(Supplied data)

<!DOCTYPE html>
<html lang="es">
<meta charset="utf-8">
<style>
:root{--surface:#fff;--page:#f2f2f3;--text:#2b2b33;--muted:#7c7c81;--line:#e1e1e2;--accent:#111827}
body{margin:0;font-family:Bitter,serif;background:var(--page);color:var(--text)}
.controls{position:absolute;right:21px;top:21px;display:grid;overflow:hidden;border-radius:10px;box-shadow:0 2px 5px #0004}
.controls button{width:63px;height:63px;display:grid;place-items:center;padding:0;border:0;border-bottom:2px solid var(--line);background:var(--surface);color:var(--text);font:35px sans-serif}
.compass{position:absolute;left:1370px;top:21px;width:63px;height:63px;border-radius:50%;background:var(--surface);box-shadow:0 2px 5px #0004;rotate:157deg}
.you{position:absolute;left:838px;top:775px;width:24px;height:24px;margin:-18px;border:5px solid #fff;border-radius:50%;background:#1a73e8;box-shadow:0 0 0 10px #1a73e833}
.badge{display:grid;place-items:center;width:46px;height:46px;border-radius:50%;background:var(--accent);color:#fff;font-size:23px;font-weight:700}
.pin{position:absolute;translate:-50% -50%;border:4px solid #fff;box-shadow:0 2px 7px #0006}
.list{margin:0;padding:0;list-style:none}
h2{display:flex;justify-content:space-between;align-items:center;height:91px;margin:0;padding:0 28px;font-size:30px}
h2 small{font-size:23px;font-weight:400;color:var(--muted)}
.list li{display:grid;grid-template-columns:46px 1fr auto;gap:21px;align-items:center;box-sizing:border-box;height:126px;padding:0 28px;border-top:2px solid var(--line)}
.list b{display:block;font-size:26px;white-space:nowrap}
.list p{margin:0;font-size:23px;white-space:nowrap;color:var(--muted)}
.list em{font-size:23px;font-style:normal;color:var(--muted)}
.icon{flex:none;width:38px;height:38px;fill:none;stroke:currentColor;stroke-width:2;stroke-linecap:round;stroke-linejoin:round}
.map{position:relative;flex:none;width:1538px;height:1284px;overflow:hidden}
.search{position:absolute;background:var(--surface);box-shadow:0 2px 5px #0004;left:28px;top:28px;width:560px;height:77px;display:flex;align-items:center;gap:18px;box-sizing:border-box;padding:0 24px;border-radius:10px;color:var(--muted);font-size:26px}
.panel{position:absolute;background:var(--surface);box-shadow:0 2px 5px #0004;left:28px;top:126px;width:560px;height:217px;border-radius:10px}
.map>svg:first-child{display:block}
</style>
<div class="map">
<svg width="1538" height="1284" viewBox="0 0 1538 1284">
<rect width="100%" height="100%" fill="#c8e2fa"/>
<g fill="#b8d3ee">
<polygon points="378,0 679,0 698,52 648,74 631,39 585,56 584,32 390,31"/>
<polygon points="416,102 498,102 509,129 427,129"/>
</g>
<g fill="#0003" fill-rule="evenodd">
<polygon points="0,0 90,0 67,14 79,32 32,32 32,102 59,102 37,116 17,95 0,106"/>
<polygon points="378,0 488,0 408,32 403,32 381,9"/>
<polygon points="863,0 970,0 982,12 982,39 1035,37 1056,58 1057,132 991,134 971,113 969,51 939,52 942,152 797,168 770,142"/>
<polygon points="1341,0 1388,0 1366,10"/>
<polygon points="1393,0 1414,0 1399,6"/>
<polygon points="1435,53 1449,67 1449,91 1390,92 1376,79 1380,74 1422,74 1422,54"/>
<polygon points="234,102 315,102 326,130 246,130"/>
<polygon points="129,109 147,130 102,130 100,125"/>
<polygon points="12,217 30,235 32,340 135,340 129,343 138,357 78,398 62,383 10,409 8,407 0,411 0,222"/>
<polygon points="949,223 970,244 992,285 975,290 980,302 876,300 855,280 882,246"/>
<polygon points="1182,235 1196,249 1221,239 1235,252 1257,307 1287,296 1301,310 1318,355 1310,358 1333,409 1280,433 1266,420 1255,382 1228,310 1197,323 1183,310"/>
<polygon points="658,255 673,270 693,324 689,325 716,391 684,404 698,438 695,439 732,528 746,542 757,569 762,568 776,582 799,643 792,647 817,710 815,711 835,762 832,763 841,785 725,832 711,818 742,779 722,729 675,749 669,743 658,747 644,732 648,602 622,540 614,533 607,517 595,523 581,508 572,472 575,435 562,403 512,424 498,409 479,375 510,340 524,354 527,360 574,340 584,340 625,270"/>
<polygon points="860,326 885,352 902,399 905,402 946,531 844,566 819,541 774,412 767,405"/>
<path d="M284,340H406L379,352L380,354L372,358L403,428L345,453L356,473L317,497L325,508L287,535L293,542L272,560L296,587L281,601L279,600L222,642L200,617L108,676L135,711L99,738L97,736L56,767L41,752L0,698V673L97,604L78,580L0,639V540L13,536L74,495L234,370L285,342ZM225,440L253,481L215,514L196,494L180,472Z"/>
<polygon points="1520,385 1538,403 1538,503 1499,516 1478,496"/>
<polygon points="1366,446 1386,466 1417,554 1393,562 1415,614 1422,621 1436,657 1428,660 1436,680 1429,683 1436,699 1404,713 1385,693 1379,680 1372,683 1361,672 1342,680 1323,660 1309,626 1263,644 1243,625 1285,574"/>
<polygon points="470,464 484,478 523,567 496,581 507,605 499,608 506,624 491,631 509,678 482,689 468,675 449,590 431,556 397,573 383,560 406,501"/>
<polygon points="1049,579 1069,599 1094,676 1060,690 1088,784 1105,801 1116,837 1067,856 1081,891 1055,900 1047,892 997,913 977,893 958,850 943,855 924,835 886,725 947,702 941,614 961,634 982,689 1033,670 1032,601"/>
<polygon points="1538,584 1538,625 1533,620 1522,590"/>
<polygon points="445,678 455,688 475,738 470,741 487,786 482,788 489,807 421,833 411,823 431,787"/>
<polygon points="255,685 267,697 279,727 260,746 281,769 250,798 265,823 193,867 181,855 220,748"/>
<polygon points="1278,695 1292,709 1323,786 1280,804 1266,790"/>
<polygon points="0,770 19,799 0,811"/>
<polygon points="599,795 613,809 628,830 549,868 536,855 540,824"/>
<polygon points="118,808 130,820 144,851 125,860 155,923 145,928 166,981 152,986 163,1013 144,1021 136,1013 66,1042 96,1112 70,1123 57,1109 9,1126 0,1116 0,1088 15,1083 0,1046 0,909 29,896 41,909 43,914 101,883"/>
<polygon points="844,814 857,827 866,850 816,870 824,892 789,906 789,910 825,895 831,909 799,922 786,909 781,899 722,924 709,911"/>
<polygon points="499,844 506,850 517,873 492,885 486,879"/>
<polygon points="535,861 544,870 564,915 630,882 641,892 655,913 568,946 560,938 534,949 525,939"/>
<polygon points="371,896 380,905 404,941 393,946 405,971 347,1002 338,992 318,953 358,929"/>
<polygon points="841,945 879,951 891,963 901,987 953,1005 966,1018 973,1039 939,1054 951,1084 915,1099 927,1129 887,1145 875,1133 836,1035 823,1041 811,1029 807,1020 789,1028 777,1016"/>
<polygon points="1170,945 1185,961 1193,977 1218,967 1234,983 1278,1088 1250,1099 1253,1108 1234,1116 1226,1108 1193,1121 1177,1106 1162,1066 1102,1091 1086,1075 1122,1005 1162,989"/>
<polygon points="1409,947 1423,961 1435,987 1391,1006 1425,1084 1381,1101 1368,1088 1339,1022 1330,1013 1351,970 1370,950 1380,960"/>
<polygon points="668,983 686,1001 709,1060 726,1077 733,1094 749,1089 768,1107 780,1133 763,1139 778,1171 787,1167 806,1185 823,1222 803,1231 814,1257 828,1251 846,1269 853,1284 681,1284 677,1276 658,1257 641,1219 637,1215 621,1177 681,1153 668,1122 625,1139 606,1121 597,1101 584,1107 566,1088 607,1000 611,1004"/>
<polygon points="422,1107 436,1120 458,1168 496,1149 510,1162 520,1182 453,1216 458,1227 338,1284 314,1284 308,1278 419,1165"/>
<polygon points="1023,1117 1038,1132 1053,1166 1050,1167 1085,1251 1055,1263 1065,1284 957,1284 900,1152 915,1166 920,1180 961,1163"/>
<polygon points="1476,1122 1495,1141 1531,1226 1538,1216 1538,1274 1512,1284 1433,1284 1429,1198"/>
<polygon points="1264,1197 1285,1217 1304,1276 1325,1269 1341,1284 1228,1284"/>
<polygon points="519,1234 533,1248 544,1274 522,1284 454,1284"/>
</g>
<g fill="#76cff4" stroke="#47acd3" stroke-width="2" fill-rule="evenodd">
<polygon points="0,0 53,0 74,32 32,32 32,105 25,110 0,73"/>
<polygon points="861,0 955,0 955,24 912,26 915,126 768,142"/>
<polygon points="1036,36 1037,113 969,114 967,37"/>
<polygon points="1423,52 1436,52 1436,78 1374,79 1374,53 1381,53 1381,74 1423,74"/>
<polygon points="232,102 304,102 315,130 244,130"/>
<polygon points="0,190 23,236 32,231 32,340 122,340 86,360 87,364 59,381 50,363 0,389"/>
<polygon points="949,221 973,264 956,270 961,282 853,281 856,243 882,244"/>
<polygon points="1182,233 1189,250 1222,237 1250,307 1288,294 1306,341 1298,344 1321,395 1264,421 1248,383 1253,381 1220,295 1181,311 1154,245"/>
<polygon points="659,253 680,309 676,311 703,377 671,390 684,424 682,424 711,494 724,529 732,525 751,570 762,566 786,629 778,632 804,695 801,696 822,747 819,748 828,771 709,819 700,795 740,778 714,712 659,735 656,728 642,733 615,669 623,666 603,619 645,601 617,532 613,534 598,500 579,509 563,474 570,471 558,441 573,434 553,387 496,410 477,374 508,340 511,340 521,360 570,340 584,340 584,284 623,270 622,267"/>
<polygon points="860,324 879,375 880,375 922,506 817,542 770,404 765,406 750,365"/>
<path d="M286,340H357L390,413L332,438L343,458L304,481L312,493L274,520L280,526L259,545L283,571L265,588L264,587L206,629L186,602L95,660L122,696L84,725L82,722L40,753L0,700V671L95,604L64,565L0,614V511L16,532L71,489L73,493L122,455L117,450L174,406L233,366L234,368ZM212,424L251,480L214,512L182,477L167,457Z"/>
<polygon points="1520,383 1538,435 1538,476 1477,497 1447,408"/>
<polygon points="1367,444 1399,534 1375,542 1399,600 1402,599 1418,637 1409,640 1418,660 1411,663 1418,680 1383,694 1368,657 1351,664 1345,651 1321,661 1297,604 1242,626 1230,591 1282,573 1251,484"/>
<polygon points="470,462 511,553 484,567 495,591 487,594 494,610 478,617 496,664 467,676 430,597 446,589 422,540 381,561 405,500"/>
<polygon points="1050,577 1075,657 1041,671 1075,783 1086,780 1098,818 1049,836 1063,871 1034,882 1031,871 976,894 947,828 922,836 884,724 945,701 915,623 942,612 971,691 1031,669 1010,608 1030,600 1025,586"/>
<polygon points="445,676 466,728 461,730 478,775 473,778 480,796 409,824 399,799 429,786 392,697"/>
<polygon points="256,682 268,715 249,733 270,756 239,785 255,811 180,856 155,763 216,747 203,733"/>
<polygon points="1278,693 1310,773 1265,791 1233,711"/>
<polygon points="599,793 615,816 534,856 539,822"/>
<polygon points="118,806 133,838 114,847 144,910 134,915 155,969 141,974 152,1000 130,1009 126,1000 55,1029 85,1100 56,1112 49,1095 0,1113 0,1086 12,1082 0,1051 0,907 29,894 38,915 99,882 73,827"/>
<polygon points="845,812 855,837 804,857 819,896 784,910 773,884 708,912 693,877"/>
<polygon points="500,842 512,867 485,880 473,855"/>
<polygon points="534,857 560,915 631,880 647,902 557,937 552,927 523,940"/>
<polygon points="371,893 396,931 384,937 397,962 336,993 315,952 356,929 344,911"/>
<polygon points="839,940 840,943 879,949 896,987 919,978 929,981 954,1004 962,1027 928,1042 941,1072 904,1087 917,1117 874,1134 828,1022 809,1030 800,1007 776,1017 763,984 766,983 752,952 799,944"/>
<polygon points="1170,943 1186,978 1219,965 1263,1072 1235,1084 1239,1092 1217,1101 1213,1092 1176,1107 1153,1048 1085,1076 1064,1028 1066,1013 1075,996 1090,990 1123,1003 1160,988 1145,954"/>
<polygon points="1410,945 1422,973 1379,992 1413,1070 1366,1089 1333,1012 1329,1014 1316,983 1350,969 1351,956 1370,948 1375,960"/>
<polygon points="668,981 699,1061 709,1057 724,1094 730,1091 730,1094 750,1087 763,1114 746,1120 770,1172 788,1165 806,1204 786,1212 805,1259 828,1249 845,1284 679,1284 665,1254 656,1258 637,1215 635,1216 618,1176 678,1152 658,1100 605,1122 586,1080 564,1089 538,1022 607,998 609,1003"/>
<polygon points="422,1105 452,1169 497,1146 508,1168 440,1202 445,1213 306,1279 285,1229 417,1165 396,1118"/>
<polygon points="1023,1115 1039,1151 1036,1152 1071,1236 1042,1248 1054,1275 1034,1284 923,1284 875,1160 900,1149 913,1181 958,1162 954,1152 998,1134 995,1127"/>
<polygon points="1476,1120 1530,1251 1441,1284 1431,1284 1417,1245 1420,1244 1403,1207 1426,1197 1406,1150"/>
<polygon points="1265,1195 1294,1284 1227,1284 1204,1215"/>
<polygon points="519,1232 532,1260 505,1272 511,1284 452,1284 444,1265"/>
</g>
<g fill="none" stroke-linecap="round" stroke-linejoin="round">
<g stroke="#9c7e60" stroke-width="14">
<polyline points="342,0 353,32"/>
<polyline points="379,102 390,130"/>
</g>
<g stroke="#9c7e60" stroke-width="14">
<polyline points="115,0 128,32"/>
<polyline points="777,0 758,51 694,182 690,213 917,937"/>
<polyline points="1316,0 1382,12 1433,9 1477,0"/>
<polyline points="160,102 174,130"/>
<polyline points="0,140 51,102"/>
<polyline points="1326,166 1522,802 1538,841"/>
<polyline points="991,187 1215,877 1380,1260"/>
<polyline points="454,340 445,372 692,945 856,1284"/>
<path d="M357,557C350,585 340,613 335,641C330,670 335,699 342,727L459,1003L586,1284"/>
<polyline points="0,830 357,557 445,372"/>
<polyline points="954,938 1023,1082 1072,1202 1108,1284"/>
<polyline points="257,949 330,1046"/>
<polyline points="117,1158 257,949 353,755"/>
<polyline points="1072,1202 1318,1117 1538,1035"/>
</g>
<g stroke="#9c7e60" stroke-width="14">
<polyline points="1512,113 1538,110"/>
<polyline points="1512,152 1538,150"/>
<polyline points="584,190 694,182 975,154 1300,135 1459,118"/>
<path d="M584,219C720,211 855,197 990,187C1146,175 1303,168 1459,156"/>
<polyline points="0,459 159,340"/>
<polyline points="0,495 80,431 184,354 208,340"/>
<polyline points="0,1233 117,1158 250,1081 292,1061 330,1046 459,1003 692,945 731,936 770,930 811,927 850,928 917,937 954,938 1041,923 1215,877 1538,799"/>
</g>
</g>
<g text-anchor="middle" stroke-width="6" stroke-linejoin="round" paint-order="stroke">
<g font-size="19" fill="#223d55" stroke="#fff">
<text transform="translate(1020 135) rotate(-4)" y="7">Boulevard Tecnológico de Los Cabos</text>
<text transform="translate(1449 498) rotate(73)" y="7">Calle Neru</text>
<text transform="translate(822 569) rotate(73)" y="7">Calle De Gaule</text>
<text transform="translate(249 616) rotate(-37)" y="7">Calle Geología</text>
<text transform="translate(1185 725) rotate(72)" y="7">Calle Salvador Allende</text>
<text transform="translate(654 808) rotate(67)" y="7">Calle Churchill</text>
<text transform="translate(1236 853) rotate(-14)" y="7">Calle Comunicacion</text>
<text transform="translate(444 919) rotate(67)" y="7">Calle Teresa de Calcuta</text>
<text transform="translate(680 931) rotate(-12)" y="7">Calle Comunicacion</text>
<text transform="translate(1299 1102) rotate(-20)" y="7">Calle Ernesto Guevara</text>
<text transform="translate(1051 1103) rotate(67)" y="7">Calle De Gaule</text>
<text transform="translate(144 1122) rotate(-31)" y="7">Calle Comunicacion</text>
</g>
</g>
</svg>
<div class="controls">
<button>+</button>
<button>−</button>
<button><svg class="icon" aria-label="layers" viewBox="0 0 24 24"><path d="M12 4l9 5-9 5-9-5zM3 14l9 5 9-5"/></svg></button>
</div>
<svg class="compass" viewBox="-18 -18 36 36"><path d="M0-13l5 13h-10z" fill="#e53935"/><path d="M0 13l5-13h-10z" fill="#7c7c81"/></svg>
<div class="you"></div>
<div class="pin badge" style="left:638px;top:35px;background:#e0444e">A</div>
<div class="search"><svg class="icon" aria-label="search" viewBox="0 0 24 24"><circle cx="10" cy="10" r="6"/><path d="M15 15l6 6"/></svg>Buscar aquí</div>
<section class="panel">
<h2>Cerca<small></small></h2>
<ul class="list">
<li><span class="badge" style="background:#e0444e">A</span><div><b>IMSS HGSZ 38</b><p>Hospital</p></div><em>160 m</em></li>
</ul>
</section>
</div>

(End Supplied data)

▶ [Problem details] Wherever the string "serif" occurs in the data, copy the line that holds it.

▶ [Result of this exercise]
body{margin:0;font-family:Bitter,serif;background:var(--page);color:var(--text)}
.controls button{width:63px;height:63px;display:grid;place-items:center;padding:0;border:0;border-bottom:2px solid var(--line);background:var(--surface);color:var(--text);font:35px sans-serif}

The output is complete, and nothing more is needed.